Les époux [Y] sollicitent l’extension des opérations d’expertise à un nouveau désordre à savoir des fissures affectant le garage avec toit terrasse litigieux.

Il résulte des échanges entre les époux [Y] et Monsieur [E] que des fissures sont apparues sur les murs du garage avec toit terrasse, objet du litige (pièces n°3 et 4).

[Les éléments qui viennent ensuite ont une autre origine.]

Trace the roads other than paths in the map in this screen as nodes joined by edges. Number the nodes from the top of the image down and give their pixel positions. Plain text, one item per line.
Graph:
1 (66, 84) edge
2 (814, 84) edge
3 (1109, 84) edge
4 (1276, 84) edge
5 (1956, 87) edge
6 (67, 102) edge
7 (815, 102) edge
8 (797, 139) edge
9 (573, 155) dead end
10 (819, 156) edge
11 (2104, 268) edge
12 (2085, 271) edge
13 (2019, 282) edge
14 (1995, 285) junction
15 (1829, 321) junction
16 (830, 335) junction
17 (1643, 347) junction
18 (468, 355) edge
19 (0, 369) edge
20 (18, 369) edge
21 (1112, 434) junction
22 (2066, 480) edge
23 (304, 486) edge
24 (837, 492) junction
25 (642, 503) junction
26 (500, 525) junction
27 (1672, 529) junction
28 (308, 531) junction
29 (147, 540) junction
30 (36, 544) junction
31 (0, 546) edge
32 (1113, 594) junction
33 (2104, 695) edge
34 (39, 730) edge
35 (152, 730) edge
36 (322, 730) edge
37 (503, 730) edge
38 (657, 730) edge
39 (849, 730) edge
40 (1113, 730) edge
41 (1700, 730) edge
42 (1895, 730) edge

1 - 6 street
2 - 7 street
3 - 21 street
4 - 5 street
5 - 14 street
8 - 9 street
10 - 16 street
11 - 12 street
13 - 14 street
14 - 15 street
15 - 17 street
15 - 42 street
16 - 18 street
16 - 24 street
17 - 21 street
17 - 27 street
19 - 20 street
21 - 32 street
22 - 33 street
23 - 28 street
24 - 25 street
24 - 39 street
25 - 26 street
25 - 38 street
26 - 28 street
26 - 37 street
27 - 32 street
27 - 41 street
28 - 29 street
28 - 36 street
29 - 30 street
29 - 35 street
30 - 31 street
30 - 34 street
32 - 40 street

L’expert a d’ores et déjà émis un avis favorable à l’extension de sa mission à ces nouveaux désordres.

Les parties défenderesses ne contestent pas l’apparition de ces nouveaux désordres.

Au vu de ces documents, les requérants justifient d’un motif légitime pour faire constater ou établir avant tout procès, et par voie d’expertise contradictoire, les nouveaux désordres qu’ils allèguent.

En effet, toute action au fond qui pourrait être engagée sur le fondement de la responsabilité contractuelle de droit commun, et décennale, à l’égard des parties à l’instance ne serait pas irrémédiablement vouée à l’échec.
 
Il convient en conséquence de faire droit à la demande d’extension selon la mission complémentaire définie au dispositif de l’ordonnance et il appartiendra aux consorts [Y], demandeurs à la mesure, d’en faire l’avance des frais.

Sur les demandes annexes

Les dépens seront provisoirement laissés à la charge des consorts [Y].

PAR CES MOTIFS

Statuant en référé, par ordonnance contradictoire et en premier ressort :

Déclarons communes et opposables à la SARL BRINDEJONC RUELLAN et à la SMA SA les opérations d’expertises diligentées par Monsieur [X] [E] en exécution de l’ordonnance en date du 12 juin 2023 ;

Disons que ces sociétés seront tenues d’y intervenir, en y étant présentes ou représentées ;

Disons que les époux [Y] leur communiqueront sans délai l’ensemble des pièces déjà produites par les parties ainsi que les notes rédigées par l’expert ;

Disons que l’expert devra convoquer la SARL BRINDEJONC RUELLAN et à la SMA SA à la prochaine réunion d’expertise au cours de laquelle elles seront informées des diligences déjà accomplies et invitées à formuler leurs observations ;

Etendons la mission de l’expertise actuellement diligentée par Monsieur [X] [E], en exécution de l’ordonnance RG 22/00671 en date du 12 juin 2023 aux fissures affectant le garage avec toit terrasse ;

Prorogeons de six mois le délai dans lequel son rapport devra être déposé ;

Fixons à la somme de 2 000 € (deux mille euros) la provision complémentaire à valoir sur la rémunération de l’expert que les époux [Y] devront consigner au moyen d’un chèque émis à l’ordre du régisseur du tribunal dans un délai de deux mois faute de quoi la présente décision sera caduque ;

Laissons provisoirement les dépens à la charge des époux [Y] ;

Rejetons toute autre demande, plus ample ou contraire.